Wali Kelas | 10

197 21 0
                                    

Pelajaran pertama di kelas XII IPA 4 adalah matematika. Kini di dalam kelas sudah ada Pak Harris, guru mata pelajaran matematika yang gantengnya hampir sebelas dua belas dengan Vino G. Bastian. Mungkin terkesan lebay, tapi banyak yang berpendapat seperti itu. 

Salah satunya Sandra.

Sandra itu pecinta cogan, dan Pak Harris masuk ke dalam kriteria cogan versi Sandra. 

Maka lihat. Apa yang Sandra lakukan sekarang setelah melihat Pak Harris sudah berada di dalam kelas.

Dia langsung memasang senyum semanis mungkin dan membenarkan tatanan rambutnya agar terlihat lebih rapi. Tidak peduli dengan tatapan aneh dari Dhifa, yang duduk di sampingnya. Sedangkan Ara duduk dengan Tasya, teman sekelas mereka di kelas X. 

Pak Harris mulai menulis materi matriks di papan tulis. memberi rumus dan beberapa contoh soal untuk dipelajari. Sebenernya matriks sudah di pelajari dari mereka kelas X, hanya saja di kelas XII diulangi lagi tapi dengan materi dan contoh soal yang lebih lengkap dan rumit.

Dhifa melirik sandra yang begitu terlihat fokus melihat ke depan, bukan fokus mendengarkan apa yang Pak Harris sampaikan. Tapi fokus melihat siapa yang menyampaikan. Sudah bukan hal asing lagi, jika sebagian murid perempuan di sini begitu mengagumi Pak Harris. Dia masih muda dan paling ganteng diantara semua guru cowok yang ada di SMA Cempaka.

Kriiing. Kriiing.

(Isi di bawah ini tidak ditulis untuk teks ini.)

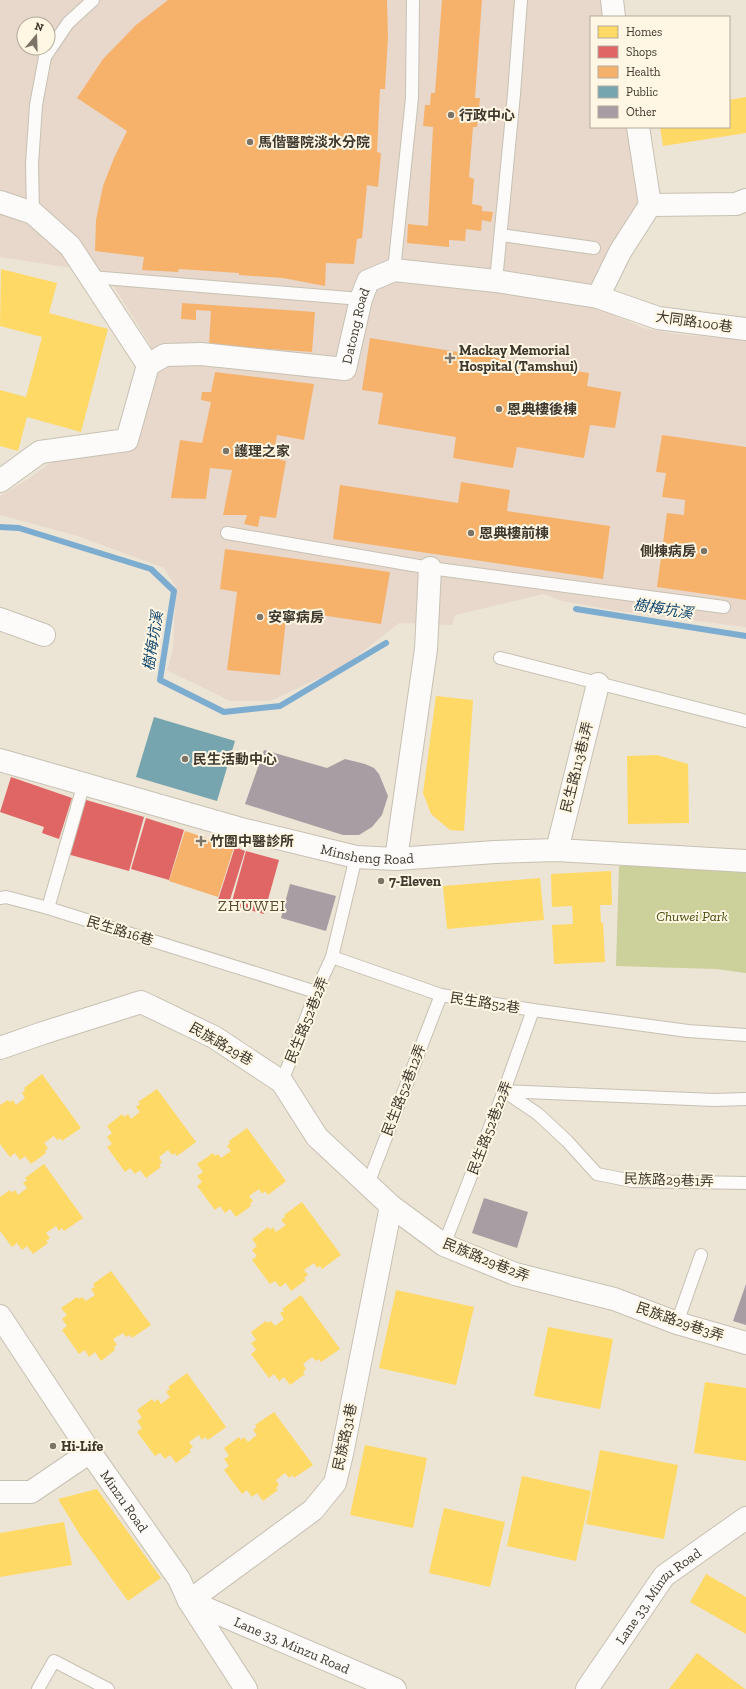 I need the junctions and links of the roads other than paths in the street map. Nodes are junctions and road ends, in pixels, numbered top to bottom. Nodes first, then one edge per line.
1 (93, 0) edge
2 (413, 0) edge
3 (522, 0) edge
4 (612, 0) edge
5 (614, 16) edge
6 (638, 128) edge
7 (746, 200) edge
8 (0, 202) edge
9 (650, 205) junction
10 (33, 214) junction
11 (501, 235) junction
12 (594, 248) dead end
13 (394, 270) junction
14 (91, 277) junction
15 (496, 280) junction
16 (598, 297) junction
17 (360, 299) junction
18 (746, 329) edge
19 (148, 365) junction
20 (0, 481) edge
21 (227, 533) dead end
22 (430, 568) junction
23 (724, 607) dead end
24 (0, 619) edge
25 (44, 635) dead end
26 (500, 658) dead end
27 (598, 684) junction
28 (746, 721) edge
29 (0, 760) edge
30 (84, 783) junction
31 (557, 850) junction
32 (356, 857) junction
33 (396, 859) junction
34 (746, 861) edge
35 (0, 898) edge
36 (48, 908) junction
37 (332, 957) junction
38 (316, 992) junction
39 (441, 996) junction
40 (533, 1010) junction
41 (746, 1035) edge
42 (0, 1048) edge
43 (282, 1082) junction
44 (504, 1091) junction
45 (746, 1099) edge
46 (746, 1183) edge
47 (368, 1184) junction
48 (391, 1206) junction
49 (444, 1244) junction
50 (701, 1255) dead end
51 (614, 1299) joint
52 (0, 1316) edge
53 (678, 1323) junction
54 (746, 1343) edge
55 (90, 1452) junction
56 (0, 1492) edge
57 (746, 1518) edge
58 (189, 1601) junction
59 (38, 1689) edge
60 (108, 1689) edge
61 (246, 1689) edge
62 (395, 1689) edge
63 (587, 1689) edge

1 - 10 lane
2 - 13 lane
3 - 11 lane
4 - 5 street
6 - 9 street
7 - 9 street
8 - 10 street
9 - 16 street
10 - 14 street
11 - 12 lane
11 - 15 lane
13 - 15 street, Datong Road
13 - 17 street, Datong Road
14 - 17 lane
14 - 19 street
15 - 16 street, Datong Road
16 - 18 street, 大同路100巷
17 - 19 street, Datong Road
19 - 20 street
21 - 22 lane
22 - 23 lane
22 - 33 street
24 - 25 street
26 - 27 lane
27 - 28 lane
27 - 31 street, 民生路113巷1弄
29 - 30 street, Minsheng Road
30 - 32 street, Minsheng Road
30 - 36 lane
31 - 33 street, Minsheng Road
31 - 34 street, Minsheng Road
32 - 33 street, Minsheng Road
32 - 37 lane
35 - 36 lane, 民生路16巷
36 - 38 lane, 民生路16巷
37 - 38 lane, 民生路52巷2弄
37 - 39 lane, 民生路52巷
38 - 43 lane, 民生路52巷2弄
39 - 40 lane, 民生路52巷
39 - 47 lane, 民生路52巷12弄
40 - 41 lane, 民生路52巷
40 - 44 lane, 民生路52巷22弄
42 - 43 street, 民族路29巷
43 - 47 street, 民族路29巷
44 - 45 lane
44 - 46 lane, 民族路29巷1弄
44 - 49 lane, 民生路52巷22弄
47 - 48 street, 民族路29巷
48 - 49 street, 民族路29巷2弄
48 - 58 street, 民族路31巷
49 - 51 street, 民族路29巷2弄
50 - 53 lane
51 - 53 street, 民族路29巷3弄
52 - 55 street, Minzu Road
53 - 54 street, 民族路29巷3弄
55 - 56 street
55 - 58 street, Minzu Road
57 - 63 street, Lane 33, Minzu Road
58 - 61 street, Minzu Road
58 - 62 street, Lane 33, Minzu Road
59 - 60 lane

Kriiing

“Jangan lupa tugasnya dikerjakan,” kata Pak Harris, menyelesaikan tugas mengajarnya karena bel istirahat sudah berbunyi. 

“Baik, Pak,” jawab serempak kelas XII IPA 4.

Belum lama Pak Harris keluar kelas, pekikan Sandra sudah lebih dulu keluar. “GILAAA! Gua si betah lama-lama belajar MTK kalo gurunya kaya Pak Harris gitu.”

“Kenapa emang?” tanya Ara.

“KENAPA?! LO NANYA KENAPA?! Lo gak bisa liat kalo Pak Harris tuh ganteng banget. Biarpun MTK pelajaran yang susah, tapi kalo Pak Harris yang ngajar semua jadi terlihat lebih mudah,” kata Sandra terdengar lebay.

“Mulai deh lebaynya,” balas Ara. 

“Jangan bilang lo suka sama pak Harris,” kata Dhifa penuh selidik. 

Sandra melotot mendengar pernyataan Dhifa, “Gue masih waras buat gak suka sama guru sendiri. Lagian orang cuma kagum doang,” elak Sandra.

“Gue cuma mau mastiin aja. Kiraiin lo suka beneran.”

“Tapi emang pak Harris tuh ganteng, sih,” ujar Ara.

Sandra baru saja ingin membalas jika dia tidak lebih dulu melihat Dhifa berjalan keluar kelas. “Dhifa! Lo mau kemana?!” teriak Sandra.

“Toilet.”

“Gue sama Ara ke kantin duluan, ya. Nanti lo nyusul,” kata Sandra yang langsung menyusul langkah Dhifa bersama Ara.

“Iya.” lalu mereka berpisah saat sampai di lantai satu. Ara dan Sandra berjalan lurus menuju kantin, sedangkan Dhifa berbelok menuju toilet yang berada di lantai satu. 

Langkahnya mendadak terhenti saat melihat Kavin yang berjalan di depannya dengan seragam olahraga berwarna biru. “Kavin!” Dhifa memukul mulutnya sendiri, saat dirinya justru refleks memanggil Kavin.

Dasar bego–batin Dhifa. 

Merasa namanya terpanggil, Kavin memberhentikan langkahnya dan membalikkan badannya untuk melihat ke sumber suara. 

Melihat siapa yang memanggil namanya, Kavin berniat balik badan sebelum tangan Dhifa menahan pergelangan tangannya. 

Mengangkat alisnya sambil menatap Dhifa, seakan berkata, ‘Kenapa?’